A recent review of patient satisfaction with telemedicine calls for large-scale, randomized-assignment controlled studies, since available research fails to provide satisfactory explanations of the underlying reasons for patient satisfaction or dissatisfaction and to explore issues of communication (Mair & Whitten, 2000). It can also be argued that in-depth case studies are valuable avenues to generating hypotheses regarding the sources of satisfaction or lack of it with the use of distance communication techniques as a channel of rehabilitation service provision.

We offer a descriptive account of two trials of videotelephone use by vocational service providers and their clients in supported employment contexts (Wehman & Revell, 1996). Both sites were selected with the help of one of the authors (DW), an experienced vocational counselor, and the supervisor of the counselors who participated in the study. He selected both sites based on an expectation that, while both sites were functioning at a highly satisfactory level, use of videophone communication had the potential to add value to the service being provided to the clients.

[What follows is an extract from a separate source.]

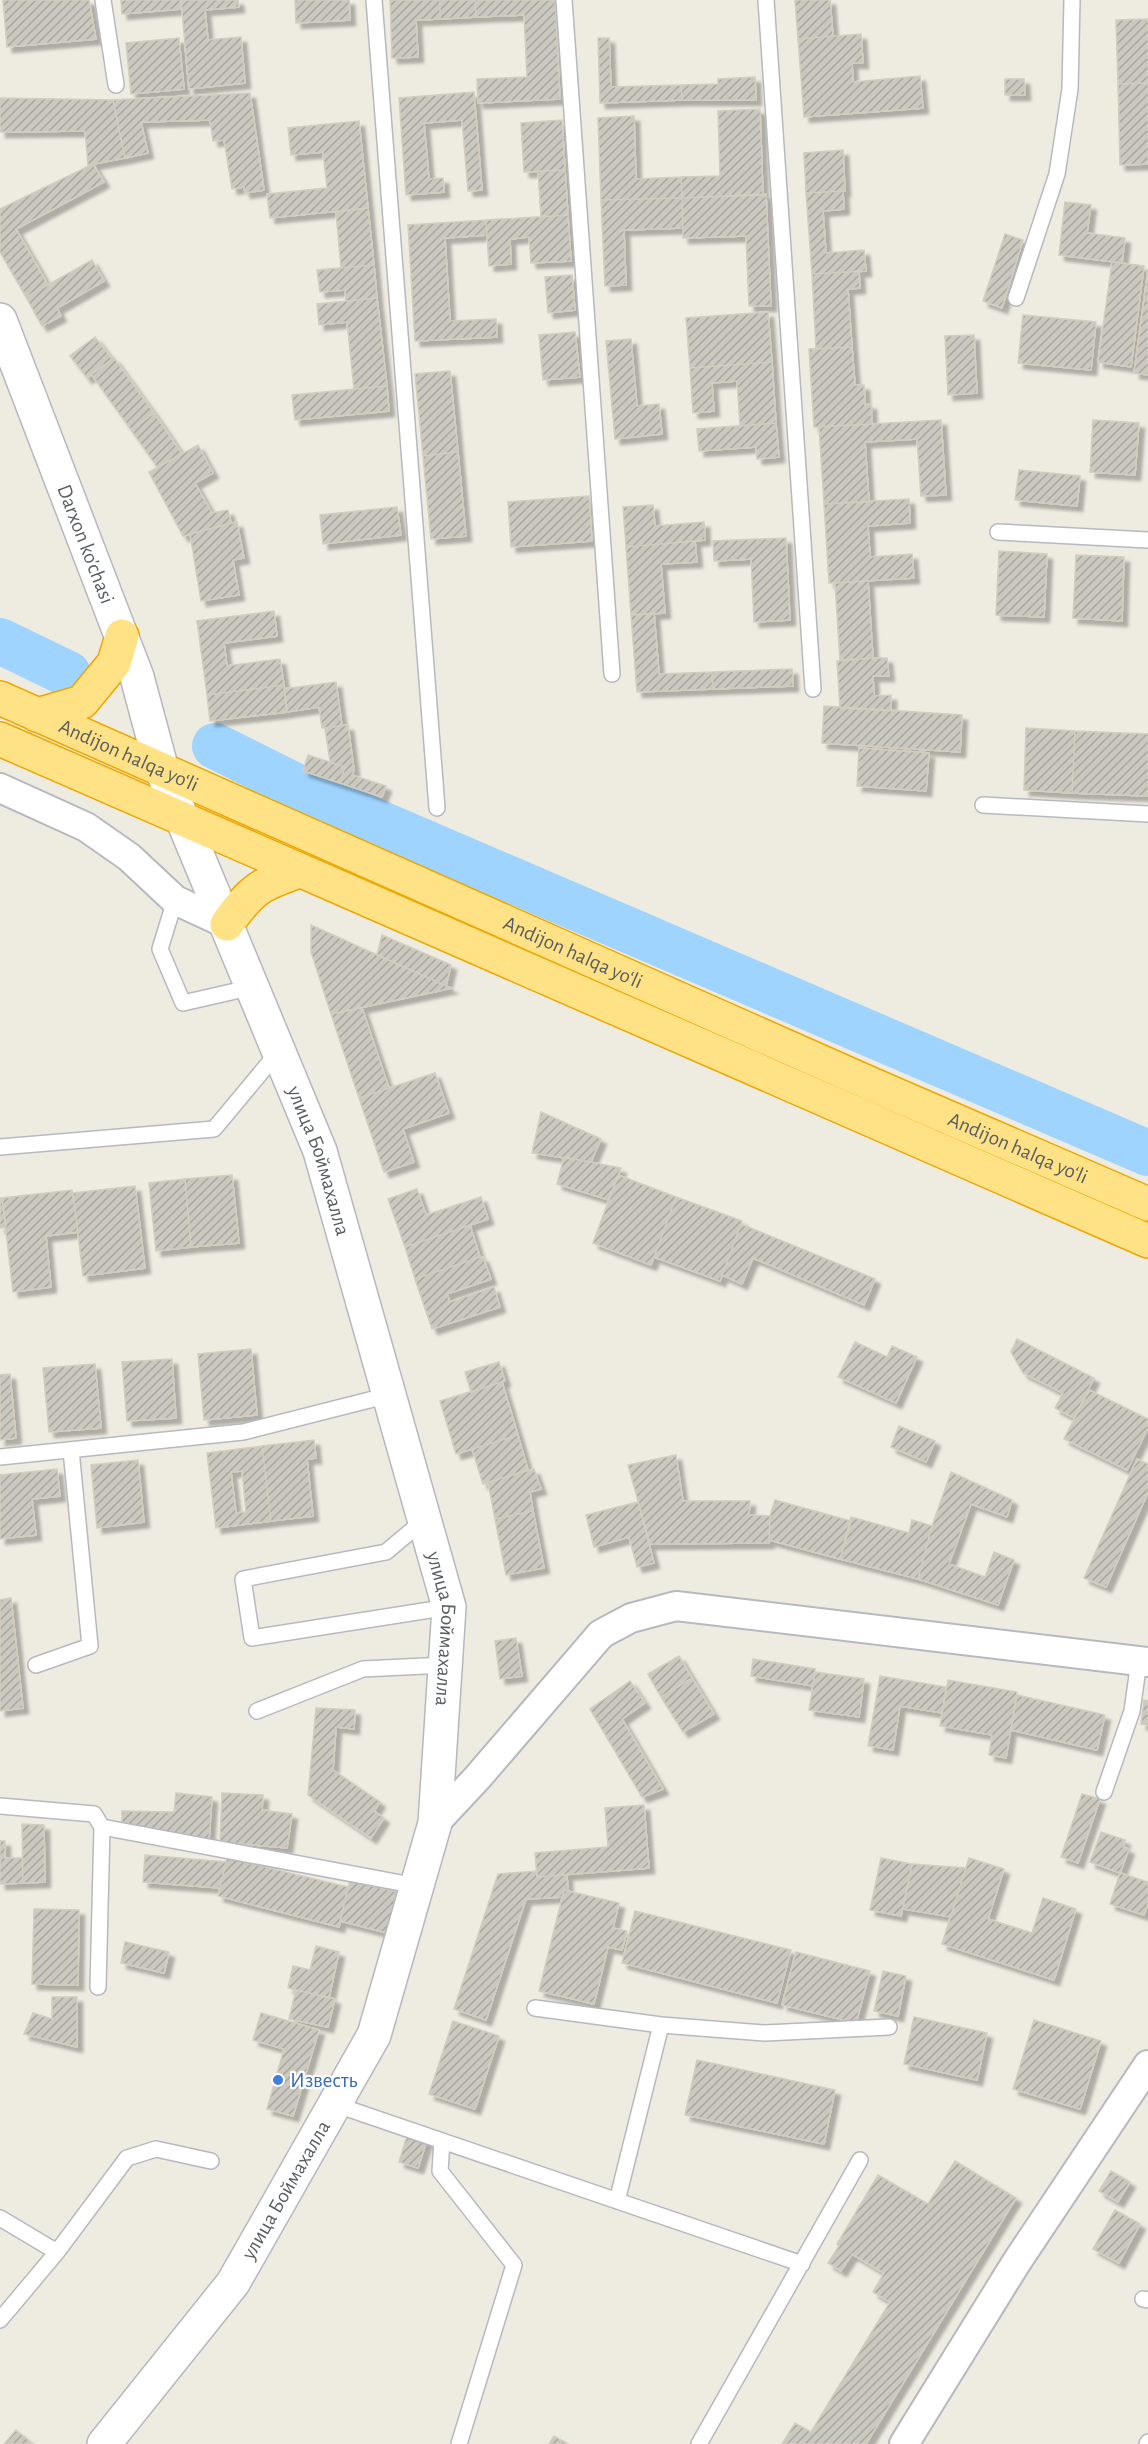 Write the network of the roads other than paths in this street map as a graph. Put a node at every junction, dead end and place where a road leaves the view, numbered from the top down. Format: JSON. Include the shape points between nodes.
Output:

In-depth structured interview of the vocational service providers was the only data for Case 2. Case 1data included a weekly log of ‘actual’ and video contacts and monthly client interviews, in addition to the counselor interview. These cases are offered as an illustration of the variety of factors that need to be taken into account in the design of a study of the utility of videophones in vocational rehabilitation.

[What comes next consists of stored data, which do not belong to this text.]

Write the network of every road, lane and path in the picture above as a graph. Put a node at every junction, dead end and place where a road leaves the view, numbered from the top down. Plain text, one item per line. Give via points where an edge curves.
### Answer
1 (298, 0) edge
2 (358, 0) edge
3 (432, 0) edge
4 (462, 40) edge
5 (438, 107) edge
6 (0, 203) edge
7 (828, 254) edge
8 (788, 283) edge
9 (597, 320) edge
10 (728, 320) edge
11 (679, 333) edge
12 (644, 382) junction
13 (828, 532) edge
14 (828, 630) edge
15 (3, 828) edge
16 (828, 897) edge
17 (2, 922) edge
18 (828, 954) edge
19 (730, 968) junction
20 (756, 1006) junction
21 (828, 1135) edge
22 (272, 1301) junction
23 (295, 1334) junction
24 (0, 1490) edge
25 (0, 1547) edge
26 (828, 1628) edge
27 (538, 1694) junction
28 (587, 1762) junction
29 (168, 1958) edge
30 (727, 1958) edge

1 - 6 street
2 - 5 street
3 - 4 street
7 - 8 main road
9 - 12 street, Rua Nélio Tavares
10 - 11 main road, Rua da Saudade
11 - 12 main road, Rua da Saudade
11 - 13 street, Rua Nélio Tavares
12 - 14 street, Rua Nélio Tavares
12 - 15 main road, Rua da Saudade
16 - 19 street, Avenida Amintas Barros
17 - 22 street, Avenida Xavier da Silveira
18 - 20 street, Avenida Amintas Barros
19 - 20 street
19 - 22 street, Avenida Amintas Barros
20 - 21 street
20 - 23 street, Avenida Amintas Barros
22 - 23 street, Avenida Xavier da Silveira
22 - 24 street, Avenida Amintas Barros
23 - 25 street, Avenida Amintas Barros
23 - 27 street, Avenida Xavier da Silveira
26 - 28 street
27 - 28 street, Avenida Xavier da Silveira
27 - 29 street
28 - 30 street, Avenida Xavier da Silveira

Case 1 The client, an individual with developmental disability and mental illness, aged 44, worked as part of the two-person mailroom staff of an educational institution, under the supervision of the senior mailroom clerk. A vocational support provider met twice weekly with the worker, once at the job site, and once at the agency, when the worker went there to attend psychotherapy sessions. The counselor was a 40-year-old, foreign-born man with a BA in Communications, a former television commentator in his home country, who had worked in vocational rehabilitation for 6 years. The worker had held his position for 9 years. Crises requiring the counselor to make unscheduled trips to the job site occurred no more than two or three times per year. The relationship between the counselor and the worker was of one year’s standing, and was a close and successful one. The counselor had first become aware of the videophone project when a focus group was conducted by project staff at his agency (Trepagnier, et al., 1999).

While the employer’s representative expressed support for his employee’s participation in the study, his actions communicated ambivalence. The institution had the study’s informed consent documents reviewed by its legal department. Once it was approved, the employer’s representative agreed to proceed only if the project bore the cost of installing an additional analog telephone line.

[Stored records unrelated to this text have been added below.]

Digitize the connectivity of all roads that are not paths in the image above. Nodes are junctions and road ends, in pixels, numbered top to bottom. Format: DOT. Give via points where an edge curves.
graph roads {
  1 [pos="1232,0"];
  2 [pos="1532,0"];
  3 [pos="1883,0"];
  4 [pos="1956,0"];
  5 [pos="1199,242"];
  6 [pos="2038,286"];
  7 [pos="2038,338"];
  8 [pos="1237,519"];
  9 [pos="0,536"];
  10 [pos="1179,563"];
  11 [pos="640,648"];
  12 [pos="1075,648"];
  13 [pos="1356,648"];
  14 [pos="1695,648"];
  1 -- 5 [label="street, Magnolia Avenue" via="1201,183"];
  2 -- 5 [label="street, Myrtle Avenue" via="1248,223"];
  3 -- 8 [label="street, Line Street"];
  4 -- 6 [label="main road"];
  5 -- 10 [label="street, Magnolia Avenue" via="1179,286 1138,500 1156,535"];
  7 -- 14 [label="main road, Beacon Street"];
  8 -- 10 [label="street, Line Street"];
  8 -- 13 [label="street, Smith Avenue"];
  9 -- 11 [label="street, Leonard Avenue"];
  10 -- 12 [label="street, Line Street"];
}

Once informed consent procedures were completed both with the worker and the counselor, two Aiptek Hyper AVP 2000T videophones were installed, one at the job site and the other in the counselor’s office. These were standard-phone-line-based video conferencing units, combining camera, display screen, audio-video coder/decoder (codec), and a telephone with speaker-phone, in one package. System set-up consists of plugging in the power cord and the telephone line. The counselor logged frequency and duration of visits and video contacts, and carried out a brief monthly interview of the worker every four weeks. Reports were e-mailed to the project weekly.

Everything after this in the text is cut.